For Bates, each of his scores develops from a “eureka moment,” that moment when things fall into place and he finds his way into the project through a single scene. The Devil in Ohio eureka moment came in a quiet and moving scene between the two main characters at the start of the series. In the pilot, Deschanel’s Suzanne Mathis tries to reach out to a traumatized and shocked Mae in the hospital. When Mae finds comfort in Suzanne’s presence, she lays her head on Suzanne’s shoulder. The music that accompanies this sequence becomes what Bates calls “Suzanne’s trauma theme.” This maternal theme repeats through the series in moments of emotional connection.

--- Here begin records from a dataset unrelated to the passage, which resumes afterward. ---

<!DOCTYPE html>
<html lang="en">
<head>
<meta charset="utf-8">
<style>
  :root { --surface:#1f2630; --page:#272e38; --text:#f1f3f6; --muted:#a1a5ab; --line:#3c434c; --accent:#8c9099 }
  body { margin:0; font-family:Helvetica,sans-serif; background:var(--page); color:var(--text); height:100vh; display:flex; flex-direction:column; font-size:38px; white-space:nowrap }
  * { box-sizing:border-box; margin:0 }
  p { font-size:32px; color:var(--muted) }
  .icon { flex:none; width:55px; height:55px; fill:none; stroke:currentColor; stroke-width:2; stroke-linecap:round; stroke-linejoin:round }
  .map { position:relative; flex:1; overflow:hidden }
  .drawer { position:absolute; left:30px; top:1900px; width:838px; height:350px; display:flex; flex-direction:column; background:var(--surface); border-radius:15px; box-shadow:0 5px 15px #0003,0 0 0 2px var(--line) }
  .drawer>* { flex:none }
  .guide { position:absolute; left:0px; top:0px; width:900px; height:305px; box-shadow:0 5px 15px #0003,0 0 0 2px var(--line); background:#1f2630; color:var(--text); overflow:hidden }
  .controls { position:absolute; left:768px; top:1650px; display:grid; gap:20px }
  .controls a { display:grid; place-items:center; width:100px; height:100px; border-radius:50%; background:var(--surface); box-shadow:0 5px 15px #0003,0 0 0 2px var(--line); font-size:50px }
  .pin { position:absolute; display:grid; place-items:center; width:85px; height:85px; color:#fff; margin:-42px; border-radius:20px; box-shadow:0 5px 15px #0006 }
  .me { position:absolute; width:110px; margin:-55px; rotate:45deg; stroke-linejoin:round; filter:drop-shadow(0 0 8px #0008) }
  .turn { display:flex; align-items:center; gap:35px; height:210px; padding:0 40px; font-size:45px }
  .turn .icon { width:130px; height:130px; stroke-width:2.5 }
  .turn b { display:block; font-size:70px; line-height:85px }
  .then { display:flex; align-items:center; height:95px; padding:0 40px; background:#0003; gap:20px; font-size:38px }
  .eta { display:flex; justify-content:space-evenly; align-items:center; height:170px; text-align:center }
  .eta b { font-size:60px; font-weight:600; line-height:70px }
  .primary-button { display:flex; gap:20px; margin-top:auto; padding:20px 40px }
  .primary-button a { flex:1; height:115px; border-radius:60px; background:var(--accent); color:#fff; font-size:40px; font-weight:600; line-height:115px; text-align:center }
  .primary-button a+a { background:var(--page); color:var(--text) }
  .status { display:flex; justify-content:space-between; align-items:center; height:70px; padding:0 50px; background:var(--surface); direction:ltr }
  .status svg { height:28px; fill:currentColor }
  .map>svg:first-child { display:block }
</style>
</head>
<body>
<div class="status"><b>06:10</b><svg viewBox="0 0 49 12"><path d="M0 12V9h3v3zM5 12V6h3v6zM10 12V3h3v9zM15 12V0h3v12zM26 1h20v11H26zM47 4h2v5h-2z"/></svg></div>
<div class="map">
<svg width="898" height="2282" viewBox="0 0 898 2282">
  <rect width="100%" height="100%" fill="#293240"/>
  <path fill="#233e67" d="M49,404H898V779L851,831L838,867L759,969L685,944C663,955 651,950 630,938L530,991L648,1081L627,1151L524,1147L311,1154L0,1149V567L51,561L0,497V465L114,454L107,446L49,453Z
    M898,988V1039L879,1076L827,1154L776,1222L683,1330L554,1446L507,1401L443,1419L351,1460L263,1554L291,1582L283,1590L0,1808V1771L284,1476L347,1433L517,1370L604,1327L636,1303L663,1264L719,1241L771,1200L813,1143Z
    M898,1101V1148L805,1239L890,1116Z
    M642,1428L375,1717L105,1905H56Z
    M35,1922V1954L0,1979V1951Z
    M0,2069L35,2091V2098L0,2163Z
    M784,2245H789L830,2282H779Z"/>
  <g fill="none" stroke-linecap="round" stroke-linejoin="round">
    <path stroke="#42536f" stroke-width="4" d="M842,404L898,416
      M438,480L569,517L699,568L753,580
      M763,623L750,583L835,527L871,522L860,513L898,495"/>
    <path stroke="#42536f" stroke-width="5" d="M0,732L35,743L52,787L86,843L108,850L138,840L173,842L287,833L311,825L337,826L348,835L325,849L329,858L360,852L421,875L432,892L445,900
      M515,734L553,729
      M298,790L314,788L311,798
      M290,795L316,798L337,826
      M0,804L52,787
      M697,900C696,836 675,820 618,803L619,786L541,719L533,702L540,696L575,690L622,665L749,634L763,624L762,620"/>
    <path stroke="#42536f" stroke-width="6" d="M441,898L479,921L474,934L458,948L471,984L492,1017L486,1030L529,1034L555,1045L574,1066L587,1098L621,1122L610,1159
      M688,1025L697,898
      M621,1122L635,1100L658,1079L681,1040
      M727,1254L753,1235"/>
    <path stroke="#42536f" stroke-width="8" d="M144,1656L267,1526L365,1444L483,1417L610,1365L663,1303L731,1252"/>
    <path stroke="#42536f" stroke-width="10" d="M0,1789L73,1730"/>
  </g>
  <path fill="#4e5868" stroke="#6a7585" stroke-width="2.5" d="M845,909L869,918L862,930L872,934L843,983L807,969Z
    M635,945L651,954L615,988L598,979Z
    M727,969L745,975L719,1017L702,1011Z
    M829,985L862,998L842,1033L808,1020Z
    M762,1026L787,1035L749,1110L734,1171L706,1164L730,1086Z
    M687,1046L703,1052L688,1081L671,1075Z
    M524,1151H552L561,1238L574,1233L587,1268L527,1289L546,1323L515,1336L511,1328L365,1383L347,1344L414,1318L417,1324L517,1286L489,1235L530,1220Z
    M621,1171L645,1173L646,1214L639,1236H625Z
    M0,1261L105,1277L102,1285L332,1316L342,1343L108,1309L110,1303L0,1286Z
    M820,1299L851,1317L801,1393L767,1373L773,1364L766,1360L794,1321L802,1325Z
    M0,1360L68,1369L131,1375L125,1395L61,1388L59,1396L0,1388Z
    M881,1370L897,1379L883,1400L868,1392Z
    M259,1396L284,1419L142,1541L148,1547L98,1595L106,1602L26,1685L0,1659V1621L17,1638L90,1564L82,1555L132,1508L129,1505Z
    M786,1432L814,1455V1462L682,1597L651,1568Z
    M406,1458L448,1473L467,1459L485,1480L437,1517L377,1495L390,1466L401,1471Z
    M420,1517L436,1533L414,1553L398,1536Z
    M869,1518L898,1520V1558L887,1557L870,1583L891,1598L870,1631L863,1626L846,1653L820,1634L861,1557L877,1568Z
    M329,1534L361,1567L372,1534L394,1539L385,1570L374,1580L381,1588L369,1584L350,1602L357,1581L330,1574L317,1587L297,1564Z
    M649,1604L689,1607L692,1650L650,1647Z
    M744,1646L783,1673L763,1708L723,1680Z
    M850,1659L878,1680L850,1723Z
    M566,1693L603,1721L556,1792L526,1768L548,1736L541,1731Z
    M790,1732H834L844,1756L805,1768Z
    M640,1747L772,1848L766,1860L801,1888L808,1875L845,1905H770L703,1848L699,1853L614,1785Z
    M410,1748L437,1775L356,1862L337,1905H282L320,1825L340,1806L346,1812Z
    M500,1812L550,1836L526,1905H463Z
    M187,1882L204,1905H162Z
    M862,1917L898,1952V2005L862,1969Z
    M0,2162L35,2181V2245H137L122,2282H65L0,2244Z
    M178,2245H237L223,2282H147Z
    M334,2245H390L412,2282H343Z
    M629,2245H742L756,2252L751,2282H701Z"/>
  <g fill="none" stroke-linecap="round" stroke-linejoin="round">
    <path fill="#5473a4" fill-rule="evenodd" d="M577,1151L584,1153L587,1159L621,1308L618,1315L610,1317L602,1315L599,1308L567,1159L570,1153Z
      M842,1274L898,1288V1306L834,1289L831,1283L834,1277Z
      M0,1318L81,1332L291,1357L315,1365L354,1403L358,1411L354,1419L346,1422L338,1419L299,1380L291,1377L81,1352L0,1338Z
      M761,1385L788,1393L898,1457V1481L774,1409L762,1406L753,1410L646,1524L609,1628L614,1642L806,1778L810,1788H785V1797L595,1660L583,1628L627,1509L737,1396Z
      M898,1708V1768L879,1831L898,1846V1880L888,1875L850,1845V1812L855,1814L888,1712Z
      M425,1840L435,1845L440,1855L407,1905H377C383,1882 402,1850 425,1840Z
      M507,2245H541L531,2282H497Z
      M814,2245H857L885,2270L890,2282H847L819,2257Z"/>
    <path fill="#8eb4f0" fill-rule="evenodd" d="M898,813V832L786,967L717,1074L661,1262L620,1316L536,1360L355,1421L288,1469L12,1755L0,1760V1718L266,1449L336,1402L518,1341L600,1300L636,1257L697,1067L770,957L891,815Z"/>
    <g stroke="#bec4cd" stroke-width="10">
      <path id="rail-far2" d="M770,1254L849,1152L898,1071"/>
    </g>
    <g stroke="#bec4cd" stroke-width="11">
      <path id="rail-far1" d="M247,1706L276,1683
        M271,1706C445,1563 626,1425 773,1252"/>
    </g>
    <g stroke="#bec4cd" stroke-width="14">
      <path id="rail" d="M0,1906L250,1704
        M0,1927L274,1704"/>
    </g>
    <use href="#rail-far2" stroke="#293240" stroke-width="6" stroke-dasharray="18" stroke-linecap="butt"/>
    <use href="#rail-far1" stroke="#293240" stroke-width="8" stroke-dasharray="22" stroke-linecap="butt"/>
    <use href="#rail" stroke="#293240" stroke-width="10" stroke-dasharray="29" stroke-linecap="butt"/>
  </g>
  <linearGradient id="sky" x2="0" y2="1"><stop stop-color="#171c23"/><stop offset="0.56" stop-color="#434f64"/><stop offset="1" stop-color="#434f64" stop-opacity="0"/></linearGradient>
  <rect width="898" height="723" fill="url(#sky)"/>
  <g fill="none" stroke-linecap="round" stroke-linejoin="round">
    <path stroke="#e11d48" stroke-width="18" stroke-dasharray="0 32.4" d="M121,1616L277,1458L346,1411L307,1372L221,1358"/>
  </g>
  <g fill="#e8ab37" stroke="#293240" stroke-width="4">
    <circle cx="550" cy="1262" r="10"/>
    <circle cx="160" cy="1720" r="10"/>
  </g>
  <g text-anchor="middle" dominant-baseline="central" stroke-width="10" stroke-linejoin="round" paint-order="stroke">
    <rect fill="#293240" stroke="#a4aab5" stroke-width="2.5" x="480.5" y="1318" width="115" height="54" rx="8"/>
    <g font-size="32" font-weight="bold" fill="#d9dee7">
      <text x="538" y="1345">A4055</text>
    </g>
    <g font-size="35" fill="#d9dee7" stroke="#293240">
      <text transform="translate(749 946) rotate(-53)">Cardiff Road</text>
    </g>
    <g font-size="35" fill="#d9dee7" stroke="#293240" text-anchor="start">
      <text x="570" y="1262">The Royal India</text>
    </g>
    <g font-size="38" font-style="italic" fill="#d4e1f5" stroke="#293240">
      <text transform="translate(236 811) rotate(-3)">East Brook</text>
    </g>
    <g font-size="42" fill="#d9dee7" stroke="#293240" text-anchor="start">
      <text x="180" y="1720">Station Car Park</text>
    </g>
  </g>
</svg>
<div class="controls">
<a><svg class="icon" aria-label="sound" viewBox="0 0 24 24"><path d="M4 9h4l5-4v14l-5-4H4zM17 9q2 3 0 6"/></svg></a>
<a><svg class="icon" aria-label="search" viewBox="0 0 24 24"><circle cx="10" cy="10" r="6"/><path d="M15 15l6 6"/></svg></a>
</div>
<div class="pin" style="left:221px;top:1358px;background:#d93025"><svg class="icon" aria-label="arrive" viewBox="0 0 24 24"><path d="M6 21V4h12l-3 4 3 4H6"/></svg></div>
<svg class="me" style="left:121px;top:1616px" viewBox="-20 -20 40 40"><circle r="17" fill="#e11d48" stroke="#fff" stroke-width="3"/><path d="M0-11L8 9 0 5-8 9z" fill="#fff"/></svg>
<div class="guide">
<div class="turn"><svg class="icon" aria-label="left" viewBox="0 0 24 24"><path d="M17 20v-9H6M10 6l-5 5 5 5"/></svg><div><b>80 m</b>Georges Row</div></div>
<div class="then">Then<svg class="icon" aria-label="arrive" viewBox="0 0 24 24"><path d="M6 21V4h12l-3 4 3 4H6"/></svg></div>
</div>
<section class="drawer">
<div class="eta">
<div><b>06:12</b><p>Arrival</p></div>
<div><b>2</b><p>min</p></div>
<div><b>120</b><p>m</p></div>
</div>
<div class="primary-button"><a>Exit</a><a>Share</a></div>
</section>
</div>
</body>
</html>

This theme, however, evolved from an unexpected source.
“It was on a hurdy-gurdy, believe it or not, that I ended up writing this theme. It’s this weird, crank thing that I manipulate through a lot of weird effects and stuff,” Bates revealed.
But the score isn’t all emotional, heartfelt beats. Bates also had to create very different tonal shifts to reflect the Satanic cult world Mae escapes from. These scenes, culminating in a satanic church sequence in the series finale, took advantage of smaller instrumentation and Celtic percussive sounds. He also worked with singer Maya Manser whose voice functions as an instrument throughout the show’s most sinister moments.
Bates’ score even uses his voice in moments serving as a tribute to the great David Lynch.
“I started using his voice as an instrument throughout the show, and there were times when I had him sing a melody, reverse the melody, learn it backwards, sing it, then flip it. again. I borrowed it from Lynch, you know, the red room. Kind of the same idea, but obviously, on this show, they’re just talking. In that context, it was quite interesting to have these melodies and to sing backwards, scary and rather satanic.
Devil in Ohio is now streaming exclusively on Netflix.